A week ago today—Saturday, March 16, 2013—at 1:44 p.m., a very large boom, followed by what has been described as shock waves, rumbling or rattling, shook us here in southernmost/southeastern Illinois.
Early on, Disclosure ruled out, via calls and emails, any seismic activity. Jessica Robertson with US Geological Survey advised that there was nothing on any monitors, ergo there was no seismic activity. Email inquiries returned by the Federal Aviation Administration advised that no one in the southern Illinois area had “requested permission” to execute any flight activity that would result in a ‘sonic boom,’ which has been effectively outlawed (via abatement; see link) for aircraft for a number of years. Illinois Mines & Minerals, when reached a couple of days later, advised that there was no mining activity, like blasting, going on at the time that could have resulted in a boom that was felt across the counties that it was. Those included, in order of their reporting to us, Saline, Gallatin, Williamson, Hardin, Franklin, Hamilton, Pope, Jackson, Jefferson and White. That’s a lot of acreage for someone fooling around with the legal explosive, Tannerite—also listed frequently as a reason for some of these ‘booms’—to be affecting…and the truth is, Tannerite might cause an adjacent county to hear the explosions (in early 2010, someone in Pond Creek in rural Edwards County was using Tannerite, and we could hear it when we were in Albion), but it wouldn’t be heard and felt, even if centrally located, in an area as big as this.

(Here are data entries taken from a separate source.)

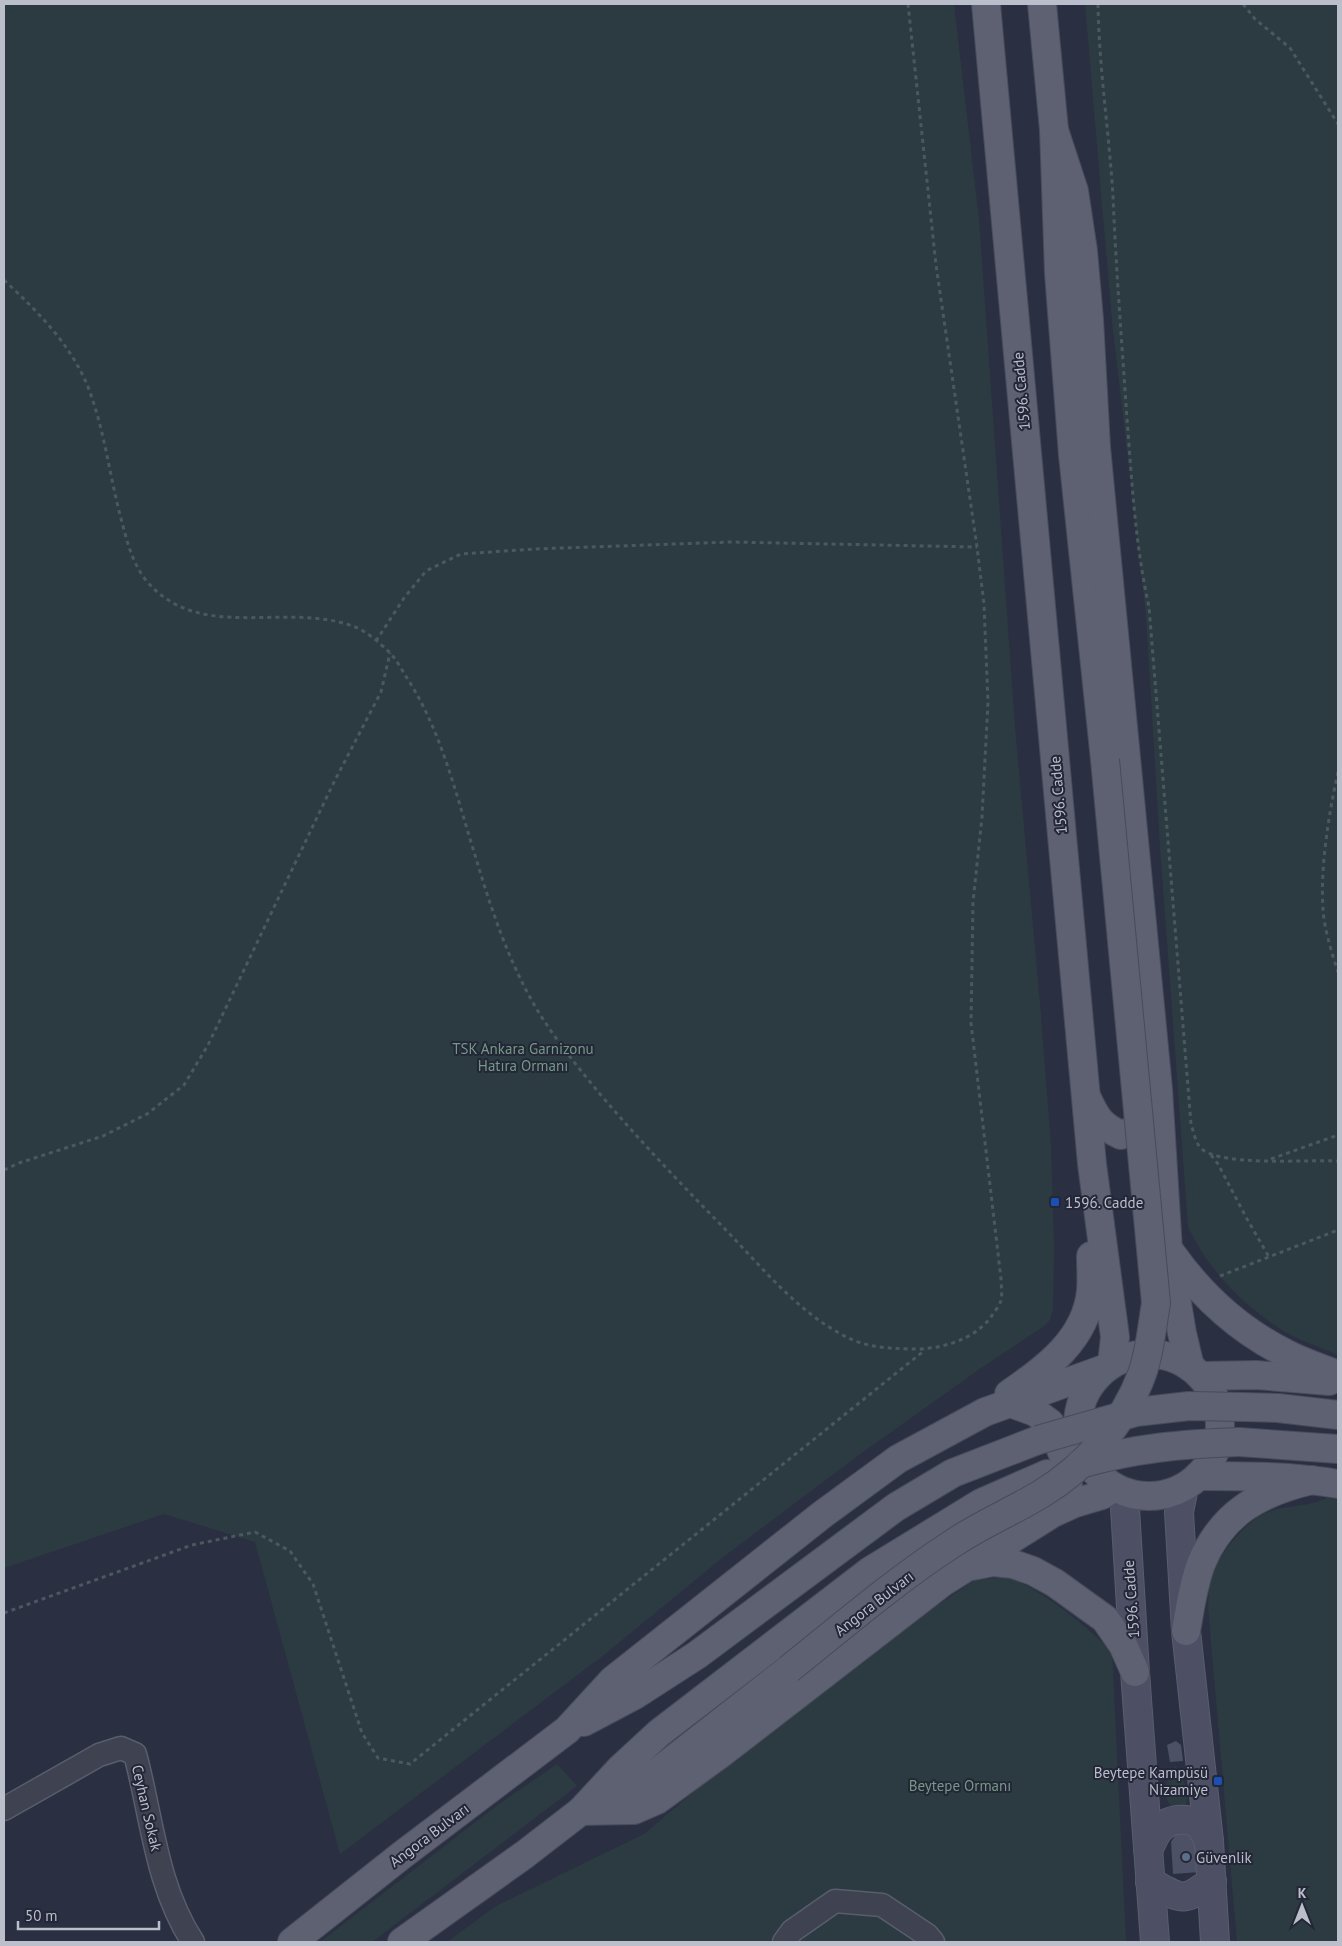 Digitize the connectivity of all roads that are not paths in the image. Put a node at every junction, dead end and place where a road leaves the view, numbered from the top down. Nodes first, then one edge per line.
1 (986, 4) edge
2 (1042, 4) edge
3 (1054, 130) junction
4 (1158, 1088) junction
5 (1085, 1095) junction
6 (1092, 1164) junction
7 (1168, 1250) junction
8 (1108, 1366) junction
9 (1196, 1371) junction
10 (1338, 1375) edge
11 (1338, 1383) edge
12 (1010, 1403) junction
13 (985, 1412) junction
14 (1338, 1415) edge
15 (1338, 1449) edge
16 (1191, 1481) junction
17 (1325, 1482) edge
18 (1119, 1490) junction
19 (1053, 1513) junction
20 (968, 1567) junction
21 (1186, 1631) junction
22 (1135, 1672) junction
23 (567, 1730) junction
24 (4, 1809) edge
25 (581, 1811) junction
26 (1209, 1841) junction
27 (1148, 1849) junction
28 (1212, 1881) junction
29 (1150, 1882) junction
30 (193, 1942) edge
31 (292, 1942) edge
32 (402, 1942) edge
33 (784, 1942) edge
34 (933, 1942) edge
35 (1155, 1942) edge
36 (1215, 1942) edge

1 - 5 main road, 1596. Cadde
2 - 3 main road
3 - 4 main road
3 - 25 main road, Angora Bulvarı, bridge
4 - 5 main road
4 - 7 main road
5 - 6 main road, 1596. Cadde
6 - 8 main road, 1596. Cadde
6 - 13 main road
7 - 9 main road
7 - 10 main road
8 - 9 main road
8 - 12 main road, Angora Bulvarı
8 - 18 main road
9 - 11 main road
9 - 16 main road
12 - 13 main road, Angora Bulvarı
12 - 19 main road
13 - 23 main road, Angora Bulvarı
14 - 23 main road, Angora Bulvarı, bridge
15 - 25 main road, Angora Bulvarı, bridge
16 - 17 main road
16 - 18 main road
16 - 21 main road
17 - 21 main road
18 - 19 main road, Angora Bulvarı
18 - 22 main road, 1596. Cadde
19 - 20 main road, Angora Bulvarı
20 - 22 main road
20 - 25 main road, Angora Bulvarı
21 - 26 main road
22 - 27 main road, 1596. Cadde
23 - 31 main road, Angora Bulvarı
24 - 30 street, Ceyhan Sokak
25 - 32 main road, Angora Bulvarı
26 - 27 main road
26 - 28 main road
27 - 29 main road, 1596. Cadde
28 - 29 main road
28 - 36 main road
29 - 35 main road, 1596. Cadde
33 - 34 street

There was a suggestion that there was a meteorite event that resulted in the boom, and many in the Carrier Mills area of Saline County advised that they’d seen a flash of light on the clear sunny afternoon that didn’t have a real distinct point of origin; however, no calls have been returned from the contact we’ve tried to make with NASA. Probably funding cuts.
So that pretty much covered the logical bases. With the exception of NASA, we’d heard from, and ruled out, every common sense and gut reaction possibility for the boom—which rattled walls and windows, and which we ourselves, in our new hangout west of Harrisburg, felt for a sustained 7 seconds of shaking of some sort, most closely related in sensation to one of the early aftershocks of the earthquake that shook us April 18, 2008 in the very early morning hours, that aftershock coming at about 10 a.m. and registering 3.4 in magnitude.

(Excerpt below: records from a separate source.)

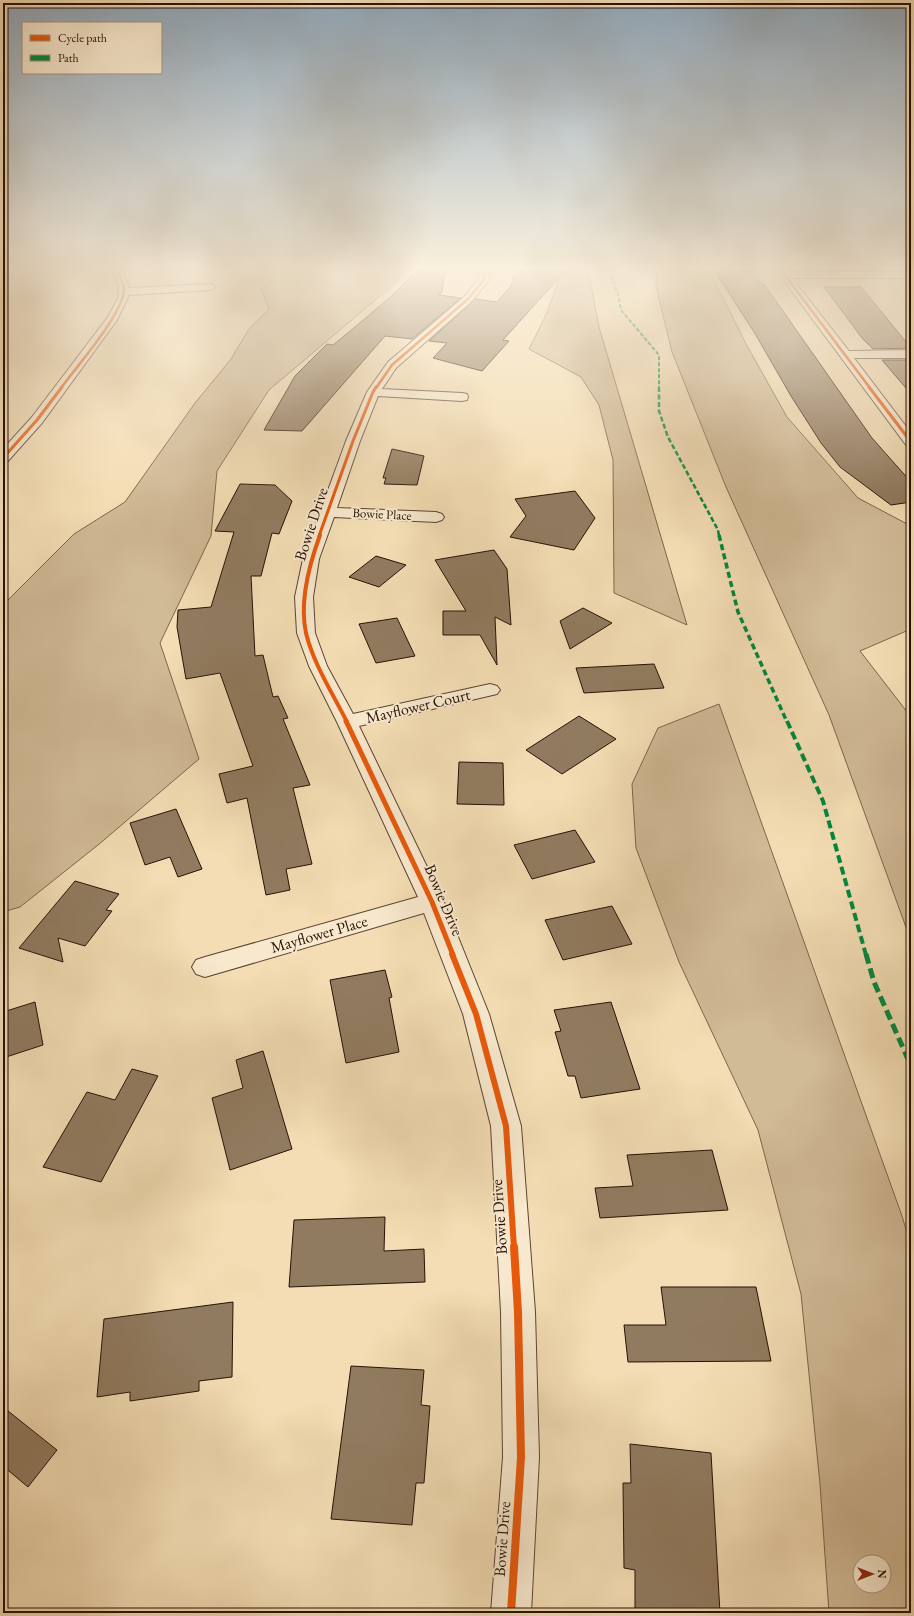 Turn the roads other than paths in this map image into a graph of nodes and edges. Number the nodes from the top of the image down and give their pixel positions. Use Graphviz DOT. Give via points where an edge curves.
graph roads {
  1 [pos="93,345"];
  2 [pos="414,345"];
  3 [pos="837,345"];
  4 [pos="911,354"];
  5 [pos="844,355"];
  6 [pos="373,392"];
  7 [pos="462,397"];
  8 [pos="911,442"];
  9 [pos="3,458"];
  10 [pos="328,512"];
  11 [pos="436,517"];
  12 [pos="490,690"];
  13 [pos="347,722"];
  14 [pos="432,902"];
  15 [pos="205,967"];
  16 [pos="511,1613"];
  1 -- 9 [label="street" via="37,420"];
  2 -- 6 [label="street, Bowie Drive" via="392,365"];
  3 -- 5 [label="street"];
  4 -- 5 [label="street"];
  5 -- 8 [label="street"];
  6 -- 7 [label="street"];
  6 -- 10 [label="street, Bowie Drive"];
  10 -- 11 [label="street, Bowie Place"];
  10 -- 13 [label="street, Bowie Drive" via="311,559 304,597 306,633 318,666"];
  12 -- 13 [label="street, Mayflower Court"];
  13 -- 14 [label="street, Bowie Drive"];
  14 -- 15 [label="street, Mayflower Place"];
  14 -- 16 [label="street, Bowie Drive" via="476,1014 506,1126 518,1312 521,1456"];
} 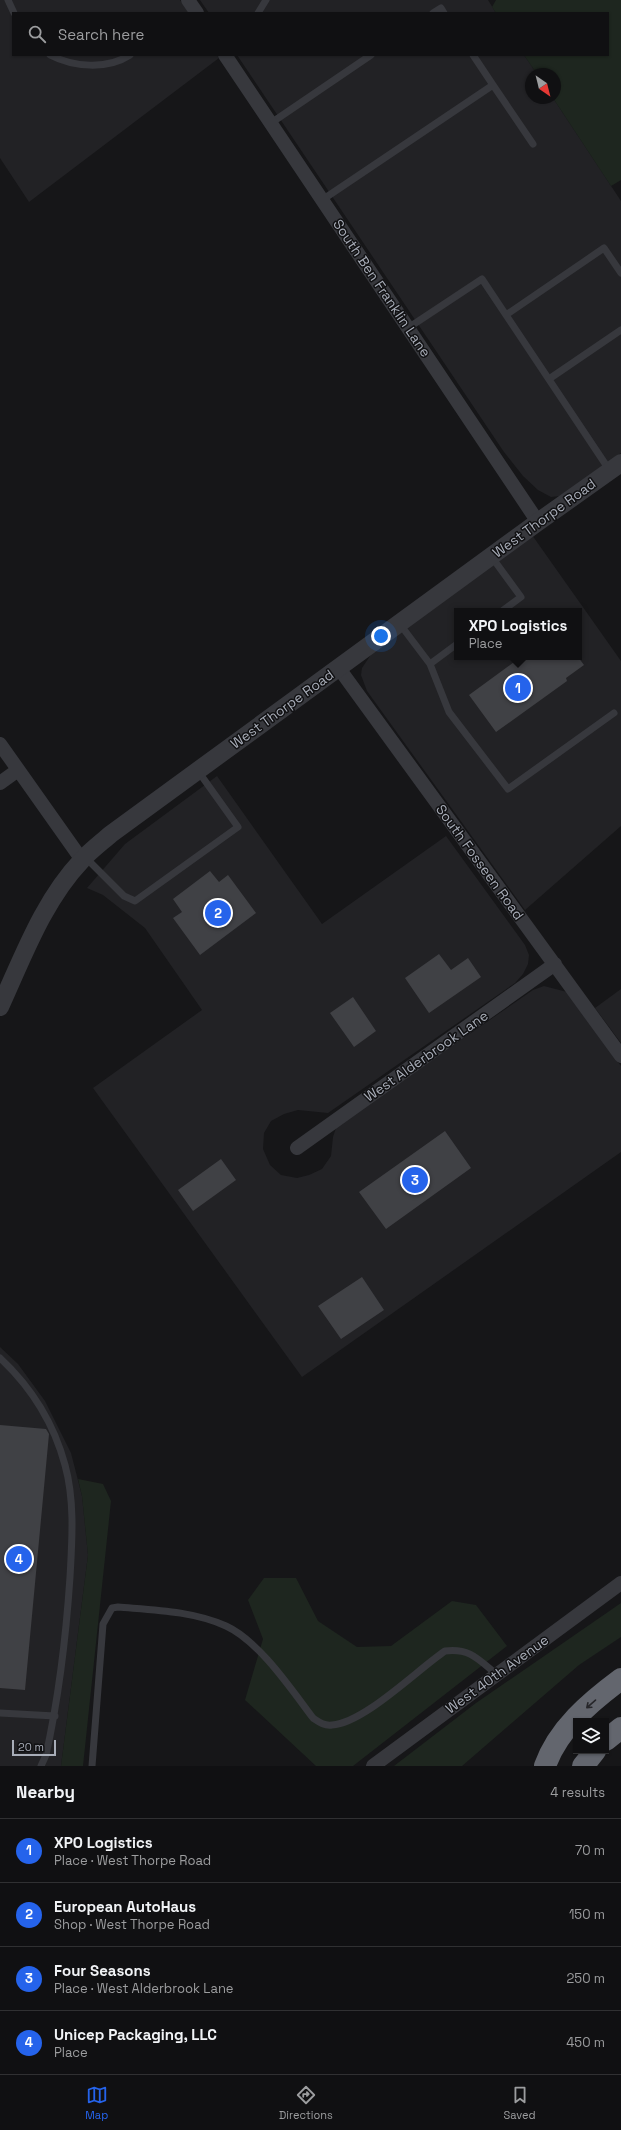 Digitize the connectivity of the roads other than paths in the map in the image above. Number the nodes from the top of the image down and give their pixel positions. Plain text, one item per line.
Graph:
1 (8, 0) edge
2 (266, 0) edge
3 (14, 12) edge
4 (259, 12) edge
5 (435, 12) edge
6 (443, 12) edge
7 (53, 56) edge
8 (129, 56) edge
9 (226, 56) edge
10 (370, 56) edge
11 (474, 56) edge
12 (493, 85) junction
13 (271, 122) junction
14 (533, 144) dead end
15 (322, 200) junction
16 (621, 273) edge
17 (506, 315) junction
18 (408, 328) junction
19 (621, 330) edge
20 (549, 379) junction
21 (616, 467) edge
22 (538, 522) junction
23 (491, 556) junction
24 (506, 608) edge
25 (399, 623) junction
26 (454, 646) edge
27 (430, 664) junction
28 (338, 667) junction
29 (614, 713) dead end
30 (0, 744) edge
31 (18, 770) junction
32 (198, 771) junction
33 (0, 783) edge
34 (83, 859) junction
35 (555, 964) junction
36 (0, 1007) edge
37 (619, 1048) edge
38 (297, 1148) dead end
39 (0, 1358) edge
40 (621, 1583) edge
41 (496, 1674) junction
42 (621, 1679) edge
43 (0, 1713) edge
44 (55, 1716) junction
45 (621, 1728) edge
46 (609, 1738) edge
47 (593, 1754) edge
48 (42, 1766) edge
49 (92, 1766) edge
50 (373, 1766) edge
51 (545, 1766) edge
52 (583, 1766) edge

1 - 3 lane
2 - 4 lane
5 - 6 lane
7 - 8 lane
9 - 13 street, South Ben Franklin Lane
10 - 13 lane
11 - 12 lane
12 - 14 lane
12 - 15 lane
13 - 15 street, South Ben Franklin Lane
15 - 18 street, South Ben Franklin Lane
16 - 17 lane
17 - 18 lane
17 - 20 lane
18 - 22 street, South Ben Franklin Lane
19 - 20 lane
20 - 21 lane
21 - 22 street, West Thorpe Road
22 - 23 street, West Thorpe Road
23 - 24 lane
23 - 25 street, West Thorpe Road
25 - 27 lane
25 - 28 street, West Thorpe Road
26 - 27 lane
27 - 29 lane
28 - 32 street, West Thorpe Road
28 - 35 street, South Fosseen Road
30 - 31 street
31 - 33 street
31 - 34 street
32 - 34 street, West Thorpe Road
32 - 34 lane
34 - 36 street, West Thorpe Road
35 - 37 street, South Fosseen Road
35 - 38 street, West Alderbrook Lane
39 - 44 lane
40 - 41 street, West 40th Avenue
41 - 49 lane
41 - 50 street, West 40th Avenue
42 -> 51 highway
43 - 44 lane
44 - 48 lane
45 - 46 highway
47 - 52 highway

But that wasn’t what it was.
So what was it?
There’s not been one definitive explanation that covers all the possibilities, especially given that another boom was felt and heard—and a flash of light seen, by several people in Saline County including in downtown Harrisburg—right before 10:30 that night, March 16, 2013.
But there are a lot of suggestions, and they’re all kind of wrapping up to one thing—electrical charge, discharging in the atmosphere.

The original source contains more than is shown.